Finding the Homology of Decision Boundaries with Active Learning

Authors: Weizhi Li, Gautam Dasarathy, Karthikeyan Natesan Ramamurthy, Visar Berisha

NeurIPS 2020 | Conference PDF | Archive PDF | Plain Text | LLM Run Details

Reproducibility Variable Result LLM Response
Research Type Experimental We theoretically analyze the proposed framework and show that the query complexity of our active learning algorithm depends naturally on the intrinsic complexity of the underlying manifold. We demonstrate the effectiveness of our framework in selecting best-performing machine learning models for datasets just using their respective homological summaries. Experiments on several standard datasets show the sample complexity improvement in recovering the homology and demonstrate the practical utility of the framework for model selection.
Researcher Affiliation Collaboration Weizhi Li Arizona State University weizhili@asu.edu Gautam Dasarathy Arizona State University gautamd@asu.edu Karthikeyan Natesan Ramamurthy IBM Research knatesa@us.ibm.com Visar Berisha Arizona State University visar@asu.edu
Pseudocode No The paper describes the active learning algorithm through text and a schematic diagram (Figure 2), but it does not include a formally structured pseudocode block or algorithm listing.
Open Source Code Yes Source code for our algorithms and experimental results is available at https://github. com/wayne0908/Active-Learning-Homology.
Open Datasets Yes We implement the above procedure and evaluate on Banknote [20], MNIST [21] and CIFAR10 [22] datasets.

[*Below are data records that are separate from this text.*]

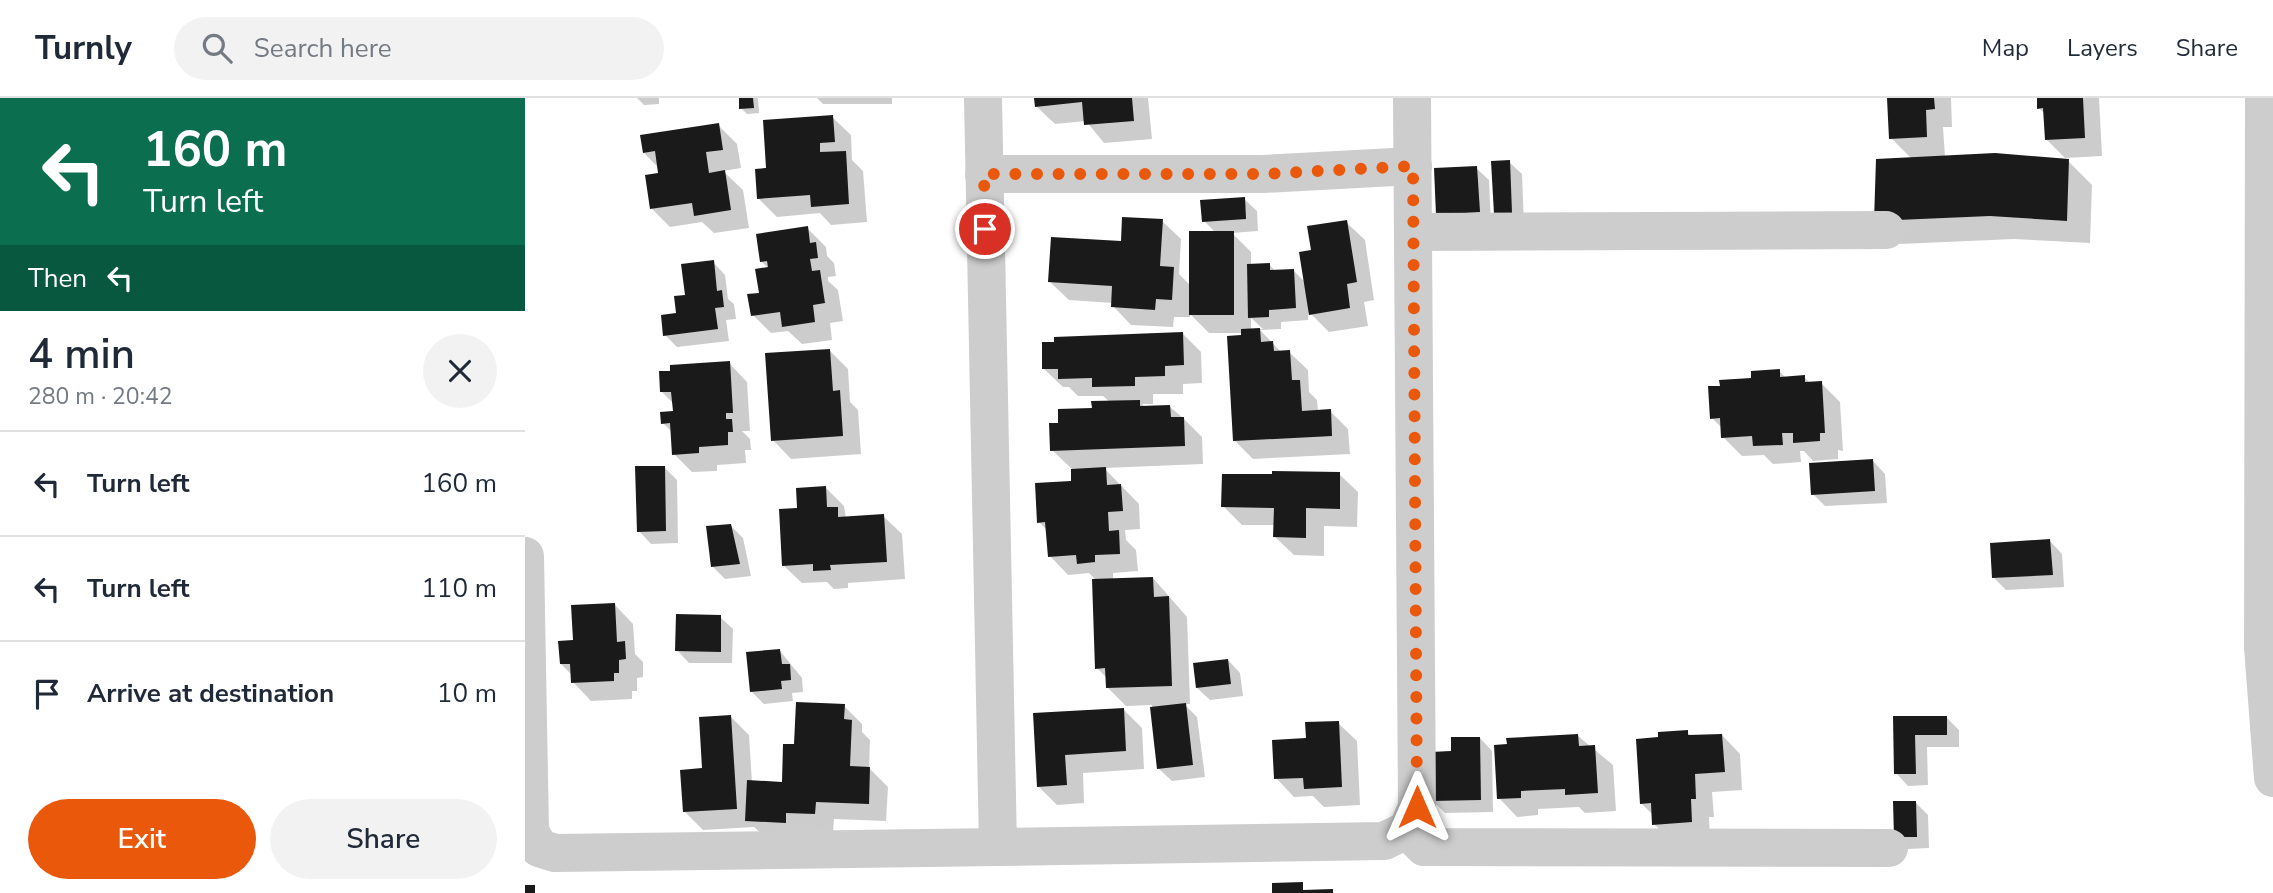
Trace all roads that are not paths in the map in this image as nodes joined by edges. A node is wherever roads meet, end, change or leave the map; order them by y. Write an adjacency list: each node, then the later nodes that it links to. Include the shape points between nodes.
1 (983, 98): 5 (street)
2 (1412, 98): 4 (street)
3 (2264, 98): 9 (street, via 2263,647)
4 (1413, 166): 5 (street, via 1263,174); 7 (street)
5 (984, 174): 11 (street)
6 (1886, 230): 7 (street)
7 (1413, 232): 10 (street, via 1417,807)
8 (525, 556): 11 (street, via 530,831 539,849 555,853)
9 (2273, 778)
10 (1407, 830): 11 (street, via 1384,841); 12 (street, via 1424,847)
11 (998, 848)
12 (1889, 848)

Dataset Splits No For the Banknote dataset, it mentions using 'the remaining data as both the test set and unlabelled data pool' after sampling 100 examples for training, which is not a precise or generalizable split. For MNIST and CIFAR10, it states 'a training set with a sample size of 200, a test set with a sample size of 2000, and an unlabelled data pool with a sample size of 2000' but does not specify a distinct validation set or the overall precise partitioning of the full datasets.

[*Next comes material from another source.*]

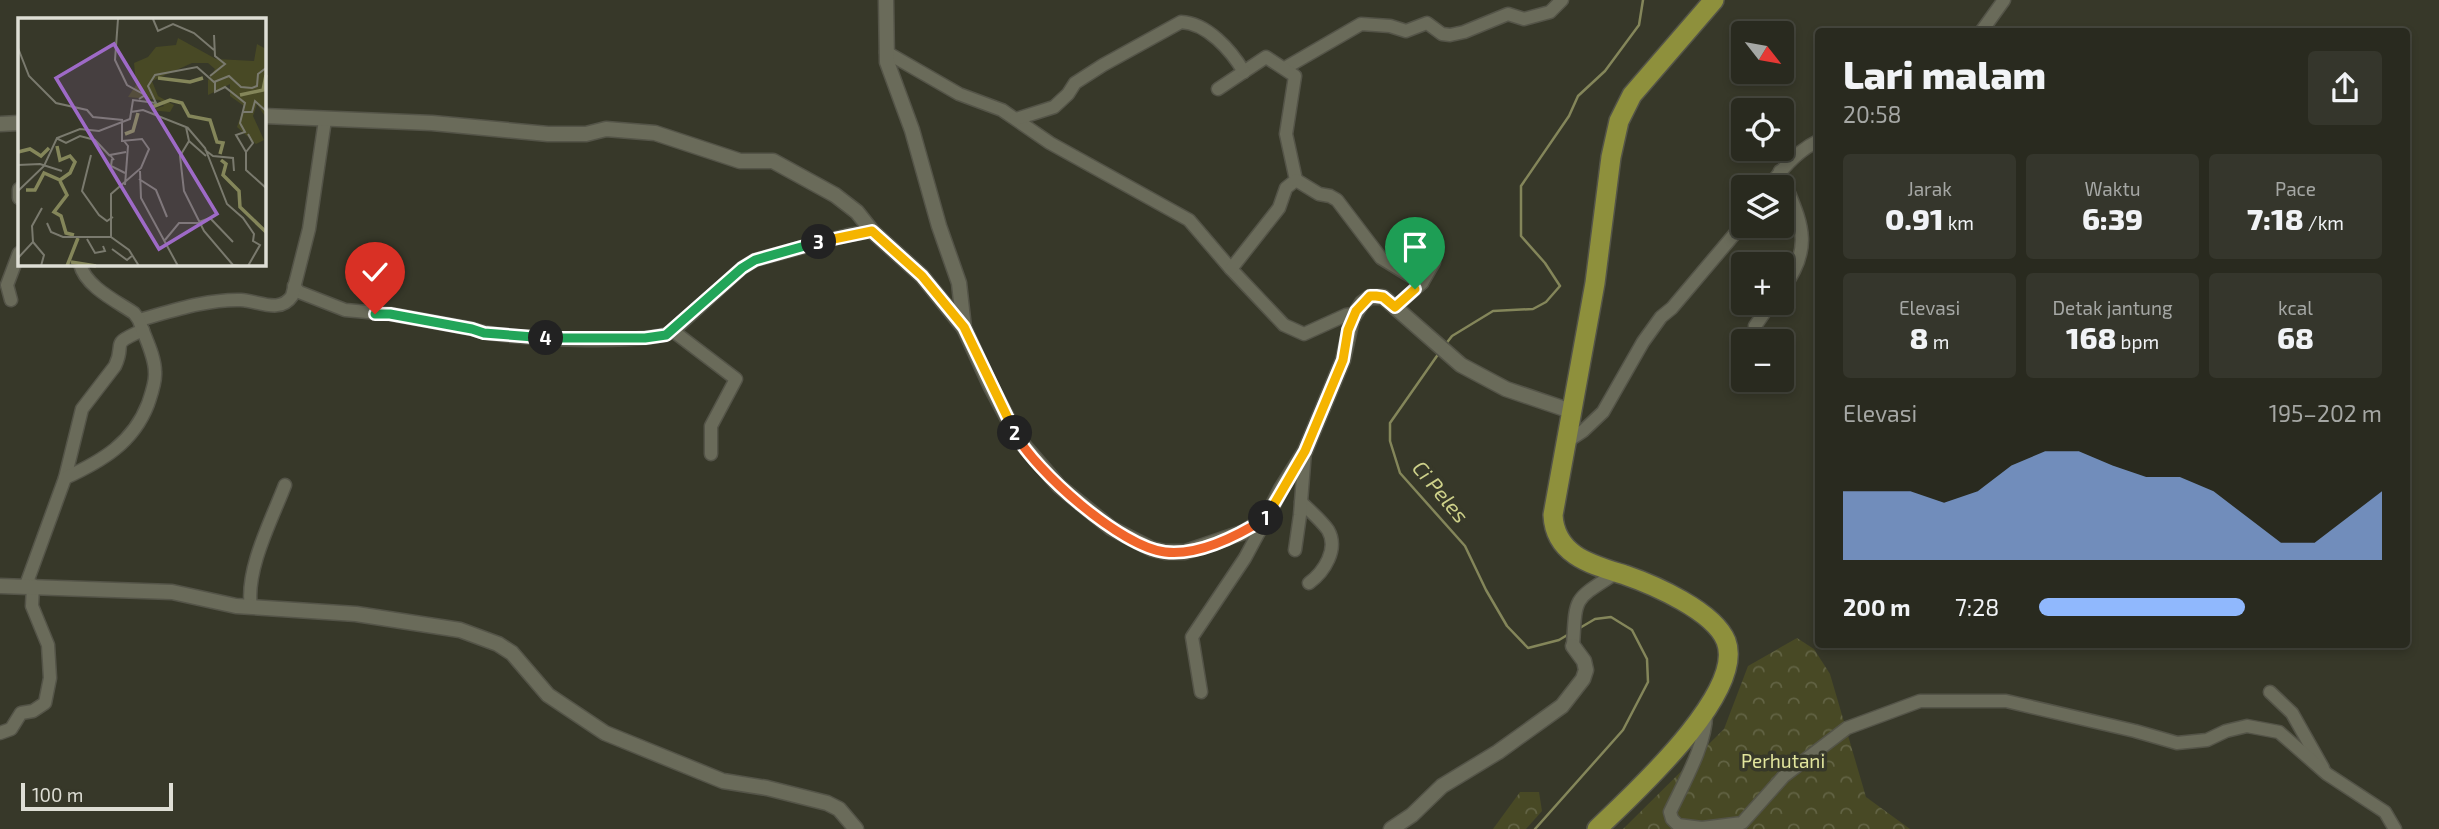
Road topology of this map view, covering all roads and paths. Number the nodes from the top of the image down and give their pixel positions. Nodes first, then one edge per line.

Hardware Specification No The paper does not provide specific details about the hardware used for running the experiments, such as GPU models, CPU types, or memory specifications.
Software Dependencies No The paper mentions using 'the python wrapper of the Ripser package' and cites 'Scikit-tda' but does not provide specific version numbers for these or other software dependencies.
Experiment Setup No The paper describes the *types* of classifiers used and their *ranges* of parameters (e.g., 'k-NN with k ranging from 1 to 29'), but does not provide concrete hyperparameter values, optimizer settings, or other system-level training configurations for these models or their own framework.